INFONUSANTARATIMUR.COM – Yahukimo kembali mencekam. Kelompok bersenjata TPNPB-OPM Kodap XVI Yahukimo secara terbuka mengakui bertanggung jawab atas dua aksi kekerasan mematikan yang terjadi di Kota Dekai pada 25 dan 26 Desember 2025. Pengakuan itu disampaikan melalui video pernyataan komandan batalyon mereka, yang menyebut serangan sebagai bagian dari operasi bersenjata.
Aparat keamanan memastikan dua korban yang tewas adalah warga sipil pendatang tak bersenjata. Korban pertama, Ramli S (51), ditemukan meninggal dengan luka bacok serius di Jalan Sosial Matoa. Korban kedua, Ardi (45), diserang di sebuah bengkel dan mengalami luka parah akibat senjata tajam.

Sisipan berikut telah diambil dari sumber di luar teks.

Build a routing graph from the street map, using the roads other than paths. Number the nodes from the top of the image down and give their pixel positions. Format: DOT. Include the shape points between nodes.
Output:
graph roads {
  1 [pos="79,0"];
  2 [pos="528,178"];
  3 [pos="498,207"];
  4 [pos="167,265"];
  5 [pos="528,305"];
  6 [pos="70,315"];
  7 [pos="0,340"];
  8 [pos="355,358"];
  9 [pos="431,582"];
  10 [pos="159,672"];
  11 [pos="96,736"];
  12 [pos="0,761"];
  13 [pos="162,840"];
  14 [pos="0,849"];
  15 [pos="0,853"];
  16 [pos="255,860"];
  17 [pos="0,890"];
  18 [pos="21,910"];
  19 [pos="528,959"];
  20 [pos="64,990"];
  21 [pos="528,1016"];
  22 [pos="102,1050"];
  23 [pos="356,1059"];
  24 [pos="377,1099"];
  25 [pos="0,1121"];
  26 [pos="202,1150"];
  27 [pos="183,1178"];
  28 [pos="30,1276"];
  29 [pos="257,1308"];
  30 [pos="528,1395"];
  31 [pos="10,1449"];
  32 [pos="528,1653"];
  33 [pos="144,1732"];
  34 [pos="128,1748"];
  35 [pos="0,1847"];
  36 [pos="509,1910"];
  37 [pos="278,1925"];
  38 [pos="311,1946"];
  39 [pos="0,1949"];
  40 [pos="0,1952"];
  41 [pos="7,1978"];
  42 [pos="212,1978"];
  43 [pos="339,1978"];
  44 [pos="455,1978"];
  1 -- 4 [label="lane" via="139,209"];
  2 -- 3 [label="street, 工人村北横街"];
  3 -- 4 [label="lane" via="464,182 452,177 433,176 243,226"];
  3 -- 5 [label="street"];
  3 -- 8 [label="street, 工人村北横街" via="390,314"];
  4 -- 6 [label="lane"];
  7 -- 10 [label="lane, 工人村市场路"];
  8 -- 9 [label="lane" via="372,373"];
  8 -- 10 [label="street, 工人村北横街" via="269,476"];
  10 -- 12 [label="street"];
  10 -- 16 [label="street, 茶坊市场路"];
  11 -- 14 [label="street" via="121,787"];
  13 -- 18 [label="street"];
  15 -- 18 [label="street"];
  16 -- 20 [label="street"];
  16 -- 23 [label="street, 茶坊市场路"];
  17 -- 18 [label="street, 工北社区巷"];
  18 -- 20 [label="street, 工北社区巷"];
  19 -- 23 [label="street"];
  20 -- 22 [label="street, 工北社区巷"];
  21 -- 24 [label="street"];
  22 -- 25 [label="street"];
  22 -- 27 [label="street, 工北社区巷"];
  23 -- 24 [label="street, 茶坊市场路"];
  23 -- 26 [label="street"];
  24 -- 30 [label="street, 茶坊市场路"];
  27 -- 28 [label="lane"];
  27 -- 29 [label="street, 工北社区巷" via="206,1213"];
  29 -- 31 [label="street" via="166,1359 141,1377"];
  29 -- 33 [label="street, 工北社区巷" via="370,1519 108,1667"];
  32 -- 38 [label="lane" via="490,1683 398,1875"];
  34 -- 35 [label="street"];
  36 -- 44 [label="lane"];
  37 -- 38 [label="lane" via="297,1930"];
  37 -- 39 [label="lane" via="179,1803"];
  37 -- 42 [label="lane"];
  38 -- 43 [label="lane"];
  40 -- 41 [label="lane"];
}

Aksi kekerasan di tengah perayaan Natal ini memicu kecaman luas karena mencederai nilai kemanusiaan dan menodai makna damai hari raya. Aparat keamanan menegaskan akan memburu pelaku, memperketat pengamanan, dan memastikan keadilan bagi korban serta rasa aman bagi masyarakat Yahukimo.